Top of Extracted entries
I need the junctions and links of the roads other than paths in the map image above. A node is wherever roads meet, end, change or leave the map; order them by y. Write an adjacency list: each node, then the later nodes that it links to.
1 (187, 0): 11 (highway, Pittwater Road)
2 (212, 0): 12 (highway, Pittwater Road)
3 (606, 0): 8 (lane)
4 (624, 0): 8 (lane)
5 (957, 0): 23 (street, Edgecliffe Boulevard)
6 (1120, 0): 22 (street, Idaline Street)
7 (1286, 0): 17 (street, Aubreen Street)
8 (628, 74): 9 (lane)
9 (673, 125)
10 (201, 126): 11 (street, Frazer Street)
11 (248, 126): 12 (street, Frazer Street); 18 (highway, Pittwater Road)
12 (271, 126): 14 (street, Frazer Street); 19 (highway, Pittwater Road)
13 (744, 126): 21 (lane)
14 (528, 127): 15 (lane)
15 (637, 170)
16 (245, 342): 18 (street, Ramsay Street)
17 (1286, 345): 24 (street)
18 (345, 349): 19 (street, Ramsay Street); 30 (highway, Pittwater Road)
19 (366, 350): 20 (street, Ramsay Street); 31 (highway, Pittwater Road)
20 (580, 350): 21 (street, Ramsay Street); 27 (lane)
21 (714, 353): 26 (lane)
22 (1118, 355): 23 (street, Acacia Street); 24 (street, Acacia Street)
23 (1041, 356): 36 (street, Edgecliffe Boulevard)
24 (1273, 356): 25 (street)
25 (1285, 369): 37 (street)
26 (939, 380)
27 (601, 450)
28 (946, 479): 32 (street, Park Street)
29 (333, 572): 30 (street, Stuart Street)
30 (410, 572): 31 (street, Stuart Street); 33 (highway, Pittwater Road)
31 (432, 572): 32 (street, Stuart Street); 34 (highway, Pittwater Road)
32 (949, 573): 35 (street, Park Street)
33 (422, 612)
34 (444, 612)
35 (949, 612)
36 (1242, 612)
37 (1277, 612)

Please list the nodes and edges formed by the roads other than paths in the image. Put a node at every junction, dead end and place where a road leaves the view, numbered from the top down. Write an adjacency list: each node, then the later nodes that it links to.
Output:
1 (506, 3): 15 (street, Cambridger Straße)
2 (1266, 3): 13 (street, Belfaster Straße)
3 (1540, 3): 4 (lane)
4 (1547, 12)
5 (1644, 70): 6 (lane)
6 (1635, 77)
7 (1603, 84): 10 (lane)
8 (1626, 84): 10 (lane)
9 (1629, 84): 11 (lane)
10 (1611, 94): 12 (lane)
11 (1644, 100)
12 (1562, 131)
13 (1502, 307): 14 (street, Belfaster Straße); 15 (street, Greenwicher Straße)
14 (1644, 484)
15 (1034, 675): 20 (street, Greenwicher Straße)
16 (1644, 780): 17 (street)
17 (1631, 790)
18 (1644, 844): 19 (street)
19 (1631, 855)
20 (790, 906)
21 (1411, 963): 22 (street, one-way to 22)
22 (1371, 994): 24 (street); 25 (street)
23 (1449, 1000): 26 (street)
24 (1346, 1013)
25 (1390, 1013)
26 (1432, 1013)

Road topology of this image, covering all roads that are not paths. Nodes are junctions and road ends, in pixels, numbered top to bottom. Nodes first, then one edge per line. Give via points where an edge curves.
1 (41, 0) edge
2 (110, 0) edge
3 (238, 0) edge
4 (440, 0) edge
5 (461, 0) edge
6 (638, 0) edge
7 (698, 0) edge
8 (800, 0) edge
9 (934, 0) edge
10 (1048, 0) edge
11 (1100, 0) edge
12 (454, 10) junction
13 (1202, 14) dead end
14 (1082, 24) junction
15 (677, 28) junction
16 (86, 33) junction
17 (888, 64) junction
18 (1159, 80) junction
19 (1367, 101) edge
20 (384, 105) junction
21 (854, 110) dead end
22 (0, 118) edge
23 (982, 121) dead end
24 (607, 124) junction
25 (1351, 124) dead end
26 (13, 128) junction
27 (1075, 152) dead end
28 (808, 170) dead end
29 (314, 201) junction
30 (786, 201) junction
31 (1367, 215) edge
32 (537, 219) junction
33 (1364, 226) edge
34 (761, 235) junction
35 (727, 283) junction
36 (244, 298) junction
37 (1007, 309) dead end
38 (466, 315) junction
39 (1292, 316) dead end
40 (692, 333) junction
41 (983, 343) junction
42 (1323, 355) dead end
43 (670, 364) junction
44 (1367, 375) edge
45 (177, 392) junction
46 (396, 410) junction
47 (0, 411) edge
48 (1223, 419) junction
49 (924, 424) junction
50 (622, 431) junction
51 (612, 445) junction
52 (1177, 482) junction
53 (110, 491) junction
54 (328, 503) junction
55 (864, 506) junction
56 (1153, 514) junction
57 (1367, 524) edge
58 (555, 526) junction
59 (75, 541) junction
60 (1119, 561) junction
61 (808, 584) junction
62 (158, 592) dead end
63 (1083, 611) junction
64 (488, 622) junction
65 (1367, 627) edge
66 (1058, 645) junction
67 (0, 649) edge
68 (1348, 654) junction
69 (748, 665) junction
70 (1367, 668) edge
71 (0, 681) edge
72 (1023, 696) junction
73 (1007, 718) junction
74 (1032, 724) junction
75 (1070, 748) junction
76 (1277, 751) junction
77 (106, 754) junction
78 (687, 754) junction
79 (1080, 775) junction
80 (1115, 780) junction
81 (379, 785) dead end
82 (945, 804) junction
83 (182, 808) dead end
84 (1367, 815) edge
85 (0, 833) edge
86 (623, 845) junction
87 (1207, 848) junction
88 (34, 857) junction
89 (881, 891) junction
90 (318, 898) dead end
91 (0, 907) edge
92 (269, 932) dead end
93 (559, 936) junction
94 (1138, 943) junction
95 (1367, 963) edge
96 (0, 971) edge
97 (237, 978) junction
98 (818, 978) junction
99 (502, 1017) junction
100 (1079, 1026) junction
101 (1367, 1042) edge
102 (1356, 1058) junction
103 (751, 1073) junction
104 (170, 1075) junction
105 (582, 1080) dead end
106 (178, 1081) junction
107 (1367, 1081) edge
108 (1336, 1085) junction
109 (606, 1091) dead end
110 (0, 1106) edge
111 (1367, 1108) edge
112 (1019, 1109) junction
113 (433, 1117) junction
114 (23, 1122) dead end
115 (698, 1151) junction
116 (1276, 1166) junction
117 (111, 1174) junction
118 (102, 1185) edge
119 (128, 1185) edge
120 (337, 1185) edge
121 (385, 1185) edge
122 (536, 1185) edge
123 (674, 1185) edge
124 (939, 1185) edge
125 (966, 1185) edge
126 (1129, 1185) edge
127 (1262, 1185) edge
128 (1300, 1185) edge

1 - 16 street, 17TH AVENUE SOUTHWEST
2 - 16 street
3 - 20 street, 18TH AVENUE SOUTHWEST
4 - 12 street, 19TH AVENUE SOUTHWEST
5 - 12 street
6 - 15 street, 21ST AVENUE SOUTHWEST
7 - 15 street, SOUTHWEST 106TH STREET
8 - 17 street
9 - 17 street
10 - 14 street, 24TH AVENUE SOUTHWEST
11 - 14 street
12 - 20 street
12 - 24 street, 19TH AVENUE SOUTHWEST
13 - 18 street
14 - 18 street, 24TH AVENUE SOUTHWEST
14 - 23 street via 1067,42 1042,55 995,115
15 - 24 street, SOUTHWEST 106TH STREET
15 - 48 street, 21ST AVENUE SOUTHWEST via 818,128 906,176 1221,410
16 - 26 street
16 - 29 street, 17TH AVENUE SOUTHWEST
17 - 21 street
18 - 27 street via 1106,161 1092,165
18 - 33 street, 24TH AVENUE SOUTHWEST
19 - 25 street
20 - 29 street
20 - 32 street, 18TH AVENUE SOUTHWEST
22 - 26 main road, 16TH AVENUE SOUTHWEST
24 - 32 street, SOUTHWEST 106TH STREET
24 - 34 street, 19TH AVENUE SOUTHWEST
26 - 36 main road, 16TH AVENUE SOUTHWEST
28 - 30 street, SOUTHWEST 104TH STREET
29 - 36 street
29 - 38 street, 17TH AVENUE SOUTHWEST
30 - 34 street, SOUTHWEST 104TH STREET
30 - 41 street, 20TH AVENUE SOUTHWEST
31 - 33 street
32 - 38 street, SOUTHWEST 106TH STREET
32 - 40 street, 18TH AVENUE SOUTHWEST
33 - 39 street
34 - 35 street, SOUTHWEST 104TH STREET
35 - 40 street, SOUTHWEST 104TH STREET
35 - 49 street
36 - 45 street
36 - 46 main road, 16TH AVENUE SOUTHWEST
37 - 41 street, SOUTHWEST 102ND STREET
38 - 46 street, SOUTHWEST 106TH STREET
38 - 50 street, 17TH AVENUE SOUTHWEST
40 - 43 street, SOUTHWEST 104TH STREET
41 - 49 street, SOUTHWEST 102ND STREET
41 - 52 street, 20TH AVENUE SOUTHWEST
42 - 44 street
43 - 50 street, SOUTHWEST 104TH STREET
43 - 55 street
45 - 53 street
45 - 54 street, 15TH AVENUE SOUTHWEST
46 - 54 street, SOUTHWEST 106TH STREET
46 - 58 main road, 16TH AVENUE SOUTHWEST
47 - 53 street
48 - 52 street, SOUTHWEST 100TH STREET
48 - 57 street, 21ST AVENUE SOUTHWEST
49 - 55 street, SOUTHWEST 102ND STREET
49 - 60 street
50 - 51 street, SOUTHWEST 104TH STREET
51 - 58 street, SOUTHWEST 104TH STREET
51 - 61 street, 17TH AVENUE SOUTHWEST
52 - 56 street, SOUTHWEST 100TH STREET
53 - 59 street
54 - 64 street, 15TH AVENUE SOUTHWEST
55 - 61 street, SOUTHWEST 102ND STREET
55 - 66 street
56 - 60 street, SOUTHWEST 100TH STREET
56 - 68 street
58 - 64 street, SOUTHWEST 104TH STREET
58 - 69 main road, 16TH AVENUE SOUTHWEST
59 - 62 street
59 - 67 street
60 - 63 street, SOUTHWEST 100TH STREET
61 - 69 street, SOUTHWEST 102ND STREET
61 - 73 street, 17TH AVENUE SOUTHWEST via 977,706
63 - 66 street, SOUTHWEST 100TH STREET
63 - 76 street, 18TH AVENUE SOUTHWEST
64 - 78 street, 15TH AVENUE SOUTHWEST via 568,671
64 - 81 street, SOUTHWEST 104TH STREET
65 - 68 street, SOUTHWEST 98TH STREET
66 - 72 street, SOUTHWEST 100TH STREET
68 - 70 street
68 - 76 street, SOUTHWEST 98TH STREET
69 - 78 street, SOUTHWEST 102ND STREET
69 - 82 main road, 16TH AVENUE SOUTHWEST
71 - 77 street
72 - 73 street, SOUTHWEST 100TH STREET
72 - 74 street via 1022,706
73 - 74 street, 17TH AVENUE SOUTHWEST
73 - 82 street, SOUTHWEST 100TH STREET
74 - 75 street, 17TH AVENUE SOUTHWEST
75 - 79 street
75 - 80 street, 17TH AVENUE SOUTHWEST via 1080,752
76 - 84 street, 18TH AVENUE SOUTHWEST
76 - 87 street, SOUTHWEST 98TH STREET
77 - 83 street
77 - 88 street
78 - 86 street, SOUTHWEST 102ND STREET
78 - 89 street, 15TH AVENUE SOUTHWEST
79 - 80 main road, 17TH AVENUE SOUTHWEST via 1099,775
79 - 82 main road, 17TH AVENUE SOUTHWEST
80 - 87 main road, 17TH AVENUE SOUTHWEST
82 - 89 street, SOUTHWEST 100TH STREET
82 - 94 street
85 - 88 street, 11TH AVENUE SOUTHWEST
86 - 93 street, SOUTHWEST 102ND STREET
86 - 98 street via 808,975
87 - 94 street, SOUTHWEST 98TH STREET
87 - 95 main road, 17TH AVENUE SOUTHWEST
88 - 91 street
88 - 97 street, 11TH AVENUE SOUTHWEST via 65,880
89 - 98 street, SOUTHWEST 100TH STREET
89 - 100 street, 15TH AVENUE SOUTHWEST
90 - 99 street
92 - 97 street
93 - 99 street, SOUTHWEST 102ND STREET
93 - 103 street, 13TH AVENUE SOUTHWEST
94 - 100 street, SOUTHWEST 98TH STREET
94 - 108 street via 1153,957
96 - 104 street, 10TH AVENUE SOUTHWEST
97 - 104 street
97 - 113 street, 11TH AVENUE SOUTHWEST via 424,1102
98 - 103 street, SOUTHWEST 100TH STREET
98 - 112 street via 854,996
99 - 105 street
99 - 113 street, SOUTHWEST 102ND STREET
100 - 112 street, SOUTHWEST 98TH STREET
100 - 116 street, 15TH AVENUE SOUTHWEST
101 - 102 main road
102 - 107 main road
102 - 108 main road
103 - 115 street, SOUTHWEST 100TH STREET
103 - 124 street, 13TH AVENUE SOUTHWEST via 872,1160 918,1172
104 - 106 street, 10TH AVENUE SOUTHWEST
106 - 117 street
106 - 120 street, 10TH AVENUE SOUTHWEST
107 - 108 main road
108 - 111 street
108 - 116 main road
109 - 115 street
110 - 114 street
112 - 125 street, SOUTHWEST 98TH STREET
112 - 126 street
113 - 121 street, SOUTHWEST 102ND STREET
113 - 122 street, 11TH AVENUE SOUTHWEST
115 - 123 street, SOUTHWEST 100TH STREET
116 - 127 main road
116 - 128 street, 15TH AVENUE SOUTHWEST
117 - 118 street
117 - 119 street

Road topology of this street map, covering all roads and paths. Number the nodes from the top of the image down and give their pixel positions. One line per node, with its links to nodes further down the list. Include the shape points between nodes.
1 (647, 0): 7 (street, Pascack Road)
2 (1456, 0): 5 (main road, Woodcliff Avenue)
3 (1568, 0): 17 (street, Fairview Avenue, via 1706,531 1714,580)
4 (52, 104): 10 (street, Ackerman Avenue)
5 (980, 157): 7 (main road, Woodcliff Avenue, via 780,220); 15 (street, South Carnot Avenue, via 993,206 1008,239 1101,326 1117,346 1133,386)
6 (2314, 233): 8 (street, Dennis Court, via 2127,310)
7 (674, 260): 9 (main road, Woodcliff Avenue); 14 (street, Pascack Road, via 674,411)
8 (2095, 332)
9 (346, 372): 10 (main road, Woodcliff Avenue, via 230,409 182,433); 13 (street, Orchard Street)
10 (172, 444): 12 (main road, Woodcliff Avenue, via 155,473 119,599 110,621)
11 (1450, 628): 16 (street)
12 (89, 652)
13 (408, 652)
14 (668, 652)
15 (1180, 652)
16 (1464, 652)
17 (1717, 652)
Bottom of Extracted entries
- _Exercise objective_: To answer, copy each line from the material above that has the word "Park".

- _Written answer_:
28 (946, 479): 32 (street, Park Street)
32 (949, 573): 35 (street, Park Street)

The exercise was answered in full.